[Entries taken from a collection]
○ ○ ○ ○ ○ ○ ○

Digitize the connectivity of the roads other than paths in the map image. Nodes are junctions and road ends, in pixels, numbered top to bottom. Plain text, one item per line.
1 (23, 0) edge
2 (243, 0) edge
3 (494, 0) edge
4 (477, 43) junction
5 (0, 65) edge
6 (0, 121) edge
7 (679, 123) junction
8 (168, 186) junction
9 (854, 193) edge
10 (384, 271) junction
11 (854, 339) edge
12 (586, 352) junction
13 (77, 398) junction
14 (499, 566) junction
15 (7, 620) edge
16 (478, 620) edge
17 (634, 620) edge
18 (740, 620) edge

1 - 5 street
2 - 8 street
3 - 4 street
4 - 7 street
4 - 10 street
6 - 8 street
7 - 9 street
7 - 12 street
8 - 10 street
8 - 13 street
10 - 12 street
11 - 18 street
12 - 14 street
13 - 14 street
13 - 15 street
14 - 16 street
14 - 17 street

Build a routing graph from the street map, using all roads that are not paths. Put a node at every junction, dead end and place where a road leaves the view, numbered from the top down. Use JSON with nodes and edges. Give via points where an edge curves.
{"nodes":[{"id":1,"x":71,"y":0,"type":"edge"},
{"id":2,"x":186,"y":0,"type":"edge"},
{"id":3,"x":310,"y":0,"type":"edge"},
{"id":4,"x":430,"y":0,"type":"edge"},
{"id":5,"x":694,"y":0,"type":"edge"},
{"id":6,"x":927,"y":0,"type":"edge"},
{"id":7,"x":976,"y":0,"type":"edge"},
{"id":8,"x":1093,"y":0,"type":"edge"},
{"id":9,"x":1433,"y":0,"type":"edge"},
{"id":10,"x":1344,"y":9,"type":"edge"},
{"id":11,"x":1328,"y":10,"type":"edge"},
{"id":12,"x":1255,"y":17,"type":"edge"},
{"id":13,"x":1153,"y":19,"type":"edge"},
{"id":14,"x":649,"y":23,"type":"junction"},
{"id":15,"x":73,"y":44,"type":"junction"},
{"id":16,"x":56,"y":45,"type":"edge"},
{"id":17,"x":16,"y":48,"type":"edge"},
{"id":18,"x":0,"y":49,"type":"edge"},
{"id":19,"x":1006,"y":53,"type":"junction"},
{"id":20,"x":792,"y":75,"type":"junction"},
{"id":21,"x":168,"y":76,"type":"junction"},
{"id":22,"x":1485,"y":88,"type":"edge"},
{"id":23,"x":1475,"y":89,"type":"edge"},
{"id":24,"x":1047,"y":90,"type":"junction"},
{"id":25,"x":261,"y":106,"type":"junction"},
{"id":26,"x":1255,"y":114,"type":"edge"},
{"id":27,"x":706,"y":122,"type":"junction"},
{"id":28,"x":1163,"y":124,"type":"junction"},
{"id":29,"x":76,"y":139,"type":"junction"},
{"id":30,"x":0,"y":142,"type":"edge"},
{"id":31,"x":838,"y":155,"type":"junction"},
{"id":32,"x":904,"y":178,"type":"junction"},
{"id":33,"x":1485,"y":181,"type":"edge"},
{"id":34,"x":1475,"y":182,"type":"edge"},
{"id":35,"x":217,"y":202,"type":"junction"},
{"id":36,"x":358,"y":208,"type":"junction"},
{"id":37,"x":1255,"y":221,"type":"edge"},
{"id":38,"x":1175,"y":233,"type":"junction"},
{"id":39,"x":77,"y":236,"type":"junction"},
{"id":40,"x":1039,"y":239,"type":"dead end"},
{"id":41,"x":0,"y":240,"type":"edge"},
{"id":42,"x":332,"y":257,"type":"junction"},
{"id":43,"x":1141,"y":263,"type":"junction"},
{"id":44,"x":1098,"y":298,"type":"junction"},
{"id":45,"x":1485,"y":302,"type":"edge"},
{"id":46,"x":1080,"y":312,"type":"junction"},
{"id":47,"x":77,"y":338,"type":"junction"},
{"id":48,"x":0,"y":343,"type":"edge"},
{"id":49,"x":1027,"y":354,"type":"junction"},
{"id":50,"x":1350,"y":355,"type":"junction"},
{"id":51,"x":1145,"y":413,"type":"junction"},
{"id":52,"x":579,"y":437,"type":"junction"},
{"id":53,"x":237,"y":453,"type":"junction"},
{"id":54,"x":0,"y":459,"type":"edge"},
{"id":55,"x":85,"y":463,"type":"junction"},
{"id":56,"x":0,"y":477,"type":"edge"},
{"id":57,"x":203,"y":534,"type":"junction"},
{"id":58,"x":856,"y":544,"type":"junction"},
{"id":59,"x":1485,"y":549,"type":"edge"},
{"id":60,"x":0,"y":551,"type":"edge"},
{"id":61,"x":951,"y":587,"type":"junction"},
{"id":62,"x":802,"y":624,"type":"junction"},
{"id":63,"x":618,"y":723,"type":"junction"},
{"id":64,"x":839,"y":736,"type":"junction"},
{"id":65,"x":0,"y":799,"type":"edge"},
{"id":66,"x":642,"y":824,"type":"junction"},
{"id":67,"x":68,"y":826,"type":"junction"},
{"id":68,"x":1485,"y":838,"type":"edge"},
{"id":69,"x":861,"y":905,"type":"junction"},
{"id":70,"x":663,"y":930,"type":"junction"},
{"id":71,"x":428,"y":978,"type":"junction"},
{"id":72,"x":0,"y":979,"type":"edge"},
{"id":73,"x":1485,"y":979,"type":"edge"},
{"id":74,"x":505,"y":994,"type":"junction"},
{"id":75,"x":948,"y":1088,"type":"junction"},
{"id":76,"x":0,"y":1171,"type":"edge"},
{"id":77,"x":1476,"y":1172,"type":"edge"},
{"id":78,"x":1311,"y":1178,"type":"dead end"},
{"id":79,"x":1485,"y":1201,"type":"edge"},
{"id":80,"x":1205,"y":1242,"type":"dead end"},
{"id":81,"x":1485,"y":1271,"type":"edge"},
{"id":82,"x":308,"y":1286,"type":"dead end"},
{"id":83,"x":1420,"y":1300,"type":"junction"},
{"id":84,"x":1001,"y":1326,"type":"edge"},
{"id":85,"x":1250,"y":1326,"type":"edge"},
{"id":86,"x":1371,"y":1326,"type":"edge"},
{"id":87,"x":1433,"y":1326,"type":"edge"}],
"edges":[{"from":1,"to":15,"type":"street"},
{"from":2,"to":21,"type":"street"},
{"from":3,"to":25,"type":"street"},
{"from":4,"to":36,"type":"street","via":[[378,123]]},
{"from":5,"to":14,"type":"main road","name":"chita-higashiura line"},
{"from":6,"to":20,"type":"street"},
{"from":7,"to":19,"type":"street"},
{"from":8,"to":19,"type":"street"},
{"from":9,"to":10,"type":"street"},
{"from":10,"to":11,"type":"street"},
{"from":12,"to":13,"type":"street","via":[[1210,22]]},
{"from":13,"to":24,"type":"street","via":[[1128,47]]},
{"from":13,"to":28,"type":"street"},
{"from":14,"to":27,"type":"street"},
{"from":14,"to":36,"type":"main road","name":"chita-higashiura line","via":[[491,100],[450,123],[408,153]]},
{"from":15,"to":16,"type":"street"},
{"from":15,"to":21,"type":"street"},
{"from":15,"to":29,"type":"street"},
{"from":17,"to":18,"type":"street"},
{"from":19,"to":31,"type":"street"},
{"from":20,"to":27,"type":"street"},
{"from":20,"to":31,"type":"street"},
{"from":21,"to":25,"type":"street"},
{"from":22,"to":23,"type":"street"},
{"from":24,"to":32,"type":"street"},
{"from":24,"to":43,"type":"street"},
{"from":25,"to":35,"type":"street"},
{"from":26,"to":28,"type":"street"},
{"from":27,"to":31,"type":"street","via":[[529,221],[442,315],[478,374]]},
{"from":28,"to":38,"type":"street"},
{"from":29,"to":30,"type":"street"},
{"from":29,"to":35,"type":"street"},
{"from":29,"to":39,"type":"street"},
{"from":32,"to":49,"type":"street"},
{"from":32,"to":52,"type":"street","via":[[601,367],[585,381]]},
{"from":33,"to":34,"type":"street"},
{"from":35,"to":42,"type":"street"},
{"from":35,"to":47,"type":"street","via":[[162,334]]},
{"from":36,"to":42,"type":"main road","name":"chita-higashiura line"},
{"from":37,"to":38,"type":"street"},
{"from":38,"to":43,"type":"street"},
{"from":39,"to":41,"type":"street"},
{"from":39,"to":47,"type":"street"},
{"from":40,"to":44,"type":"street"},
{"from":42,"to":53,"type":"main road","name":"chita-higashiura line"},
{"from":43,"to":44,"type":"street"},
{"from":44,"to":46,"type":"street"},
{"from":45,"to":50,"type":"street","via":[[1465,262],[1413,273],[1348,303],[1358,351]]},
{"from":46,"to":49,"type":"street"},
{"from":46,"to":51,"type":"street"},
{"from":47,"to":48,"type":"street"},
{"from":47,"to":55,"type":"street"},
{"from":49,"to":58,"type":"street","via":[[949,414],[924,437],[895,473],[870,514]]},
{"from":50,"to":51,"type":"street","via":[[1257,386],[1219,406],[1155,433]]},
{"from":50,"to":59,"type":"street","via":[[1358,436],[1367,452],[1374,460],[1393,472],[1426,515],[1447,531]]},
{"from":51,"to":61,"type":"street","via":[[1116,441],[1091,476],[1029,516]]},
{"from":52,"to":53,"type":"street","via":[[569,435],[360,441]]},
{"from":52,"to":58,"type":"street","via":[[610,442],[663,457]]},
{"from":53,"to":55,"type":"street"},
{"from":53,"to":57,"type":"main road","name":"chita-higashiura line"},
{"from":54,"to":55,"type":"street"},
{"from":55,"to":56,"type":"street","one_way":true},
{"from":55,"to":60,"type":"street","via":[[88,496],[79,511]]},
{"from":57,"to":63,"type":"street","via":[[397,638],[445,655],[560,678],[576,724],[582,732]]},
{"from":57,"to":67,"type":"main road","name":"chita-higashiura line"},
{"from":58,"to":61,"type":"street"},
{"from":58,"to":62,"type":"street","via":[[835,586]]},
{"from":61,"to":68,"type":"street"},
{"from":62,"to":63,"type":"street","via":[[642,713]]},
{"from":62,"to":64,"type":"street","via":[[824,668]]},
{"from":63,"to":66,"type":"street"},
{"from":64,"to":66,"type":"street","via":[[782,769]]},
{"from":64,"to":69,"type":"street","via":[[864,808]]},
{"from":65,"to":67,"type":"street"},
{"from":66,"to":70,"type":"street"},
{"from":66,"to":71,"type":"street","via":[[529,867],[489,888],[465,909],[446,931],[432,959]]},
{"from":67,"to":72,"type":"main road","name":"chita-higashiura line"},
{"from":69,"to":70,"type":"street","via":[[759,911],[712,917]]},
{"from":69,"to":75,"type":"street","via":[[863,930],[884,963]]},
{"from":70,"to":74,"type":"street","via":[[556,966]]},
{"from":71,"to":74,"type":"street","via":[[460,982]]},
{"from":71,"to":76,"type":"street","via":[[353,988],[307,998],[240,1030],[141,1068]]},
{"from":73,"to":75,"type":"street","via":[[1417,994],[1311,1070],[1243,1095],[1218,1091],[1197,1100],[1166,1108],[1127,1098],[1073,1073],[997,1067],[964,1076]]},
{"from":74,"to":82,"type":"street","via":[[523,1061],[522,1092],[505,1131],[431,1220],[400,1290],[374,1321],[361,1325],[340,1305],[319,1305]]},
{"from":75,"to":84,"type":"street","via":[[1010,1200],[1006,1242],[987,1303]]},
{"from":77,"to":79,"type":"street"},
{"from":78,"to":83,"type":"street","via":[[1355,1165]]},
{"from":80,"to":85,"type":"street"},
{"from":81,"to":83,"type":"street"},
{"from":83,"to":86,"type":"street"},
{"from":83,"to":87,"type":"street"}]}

○ ○ ○ ○ ○ ○ ○

• _Task prompt_: Wherever a line in the data above holds "dead", copy that line.

• _Exercise result_:
Build a routing graph from the street map, using all roads that are not paths. Put a node at every junction, dead end and place where a road leaves the view, numbered from the top down. Use JSON with nodes and edges. Give via points where an edge curves.
{"id":40,"x":1039,"y":239,"type":"dead end"},
{"id":78,"x":1311,"y":1178,"type":"dead end"},
{"id":80,"x":1205,"y":1242,"type":"dead end"},
{"id":82,"x":308,"y":1286,"type":"dead end"},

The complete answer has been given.